Gather your winter carrots before the first frost. Pick a
day when the soil is moist but the air is dry. You can lift
the carrots with a spading fork, but be careful not to
bruise them, since bruised roots can’t be stored. It’s
better to harvest by hand, using a trowel if necessary to
loosen the dirt.
Properly stored fresh carrots keep well, retain their
flavor and have a higher nutritional value than preserved
ones, so you can simply twist off the leaves and place the
unwashed roots–not touching–between layers of
sand or peat in boxes or plastic trash cans topped with
straw. The containers should be kept in a cool, frost-proof
place. If it’s not feasible to keep them indoors, you can
bury your surplus in a straw-lined trench, covered with a
thin layer of dirt.
To can your harvest, top, clean, scrape, and cut the roots
into sections. Pack in jars with water and process in a
pressure canner at 10 pounds of pressure for 30 minutes for
quarts, 25 minutes for pints.
Freeze carrots as soon as possible after they’re pulled.
Choose small specimens, cut off the tops, wipe with a damp
cloth, blanch for two minutes, cool, pat dry, pack, and
freeze. Mature carrots can be scraped, sliced, cut into
cubes and blanched for three minutes before freezing.
They’ll add a bright touch to winter soups and stews. But
if you’re stressed or up-tight, pull a raw root out of
storage and munch away. You’ve nothing to lose–and a
lot of nutrition to gain.
Carrot-Pineapple-Cream Cheese Salad Recipe
2 cups finely grated carrots
2 cups pineapple chunks, fresh or canned
1 or 2 packages cream cheese
1/2 onion, finely grated
1 tablespoon lemon juice
Mound grated carrots in the center of a dish. Place
pineapple chunks and squares of cheese around carrots.
Sprinkle onions and lemon juice on top of the carrots.

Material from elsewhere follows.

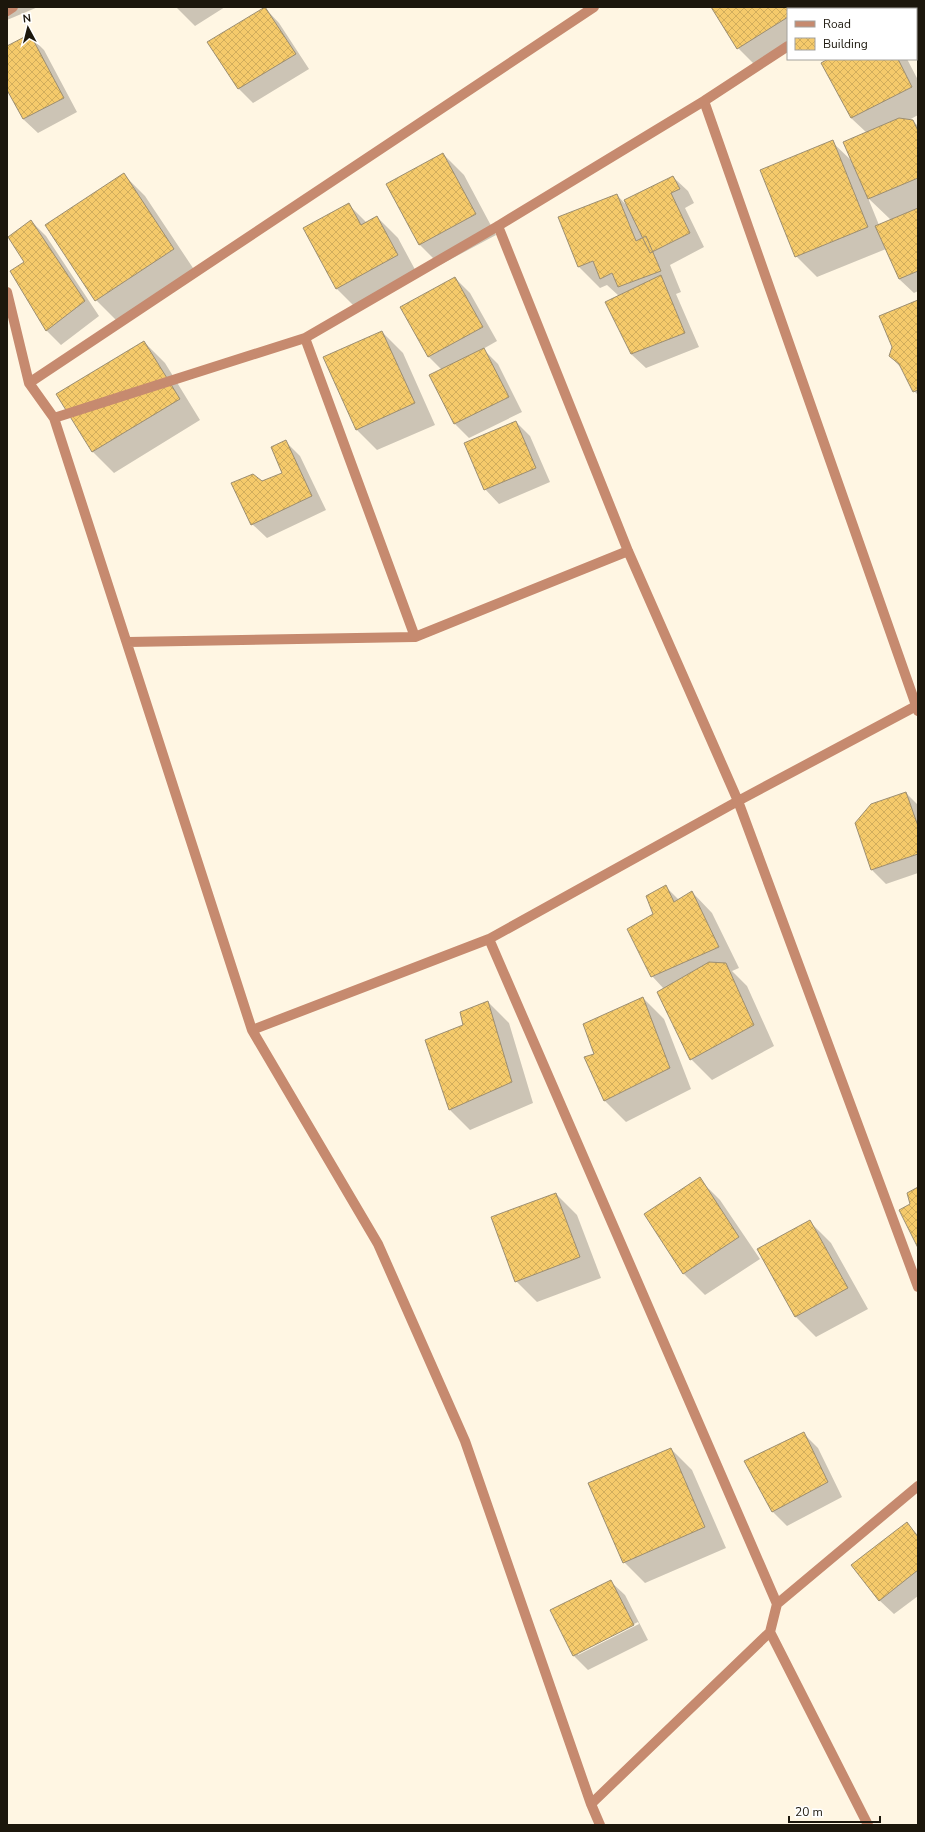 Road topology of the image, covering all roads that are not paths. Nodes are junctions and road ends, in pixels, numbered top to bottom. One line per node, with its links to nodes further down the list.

Serve with slices of slightly toasted and buttered whole
wheat or rye bread.
Orange-Almond Carrots Recipe
1 pound carrots, scraped and cut into 1 inch pieces
1/2 cup orange juice
2 tablespoons honey
1 tablespoon margarine
1/2 teaspoon salt
1/4 teaspoon grated lemon rind
1/3 cup slivered almonds
1 tablespoon chopped fresh parsley
Steam carrots for 15 to 20 minutes or until tender. Combine
orange juice, honey, margarine, salt and lemon rind in a
saucepan. Bring to a boil, then simmer uncovered for 5
minutes. Add carrots, stir in almonds and cook just enough
to heat. Garnish with parsley. Serves 4 to 6.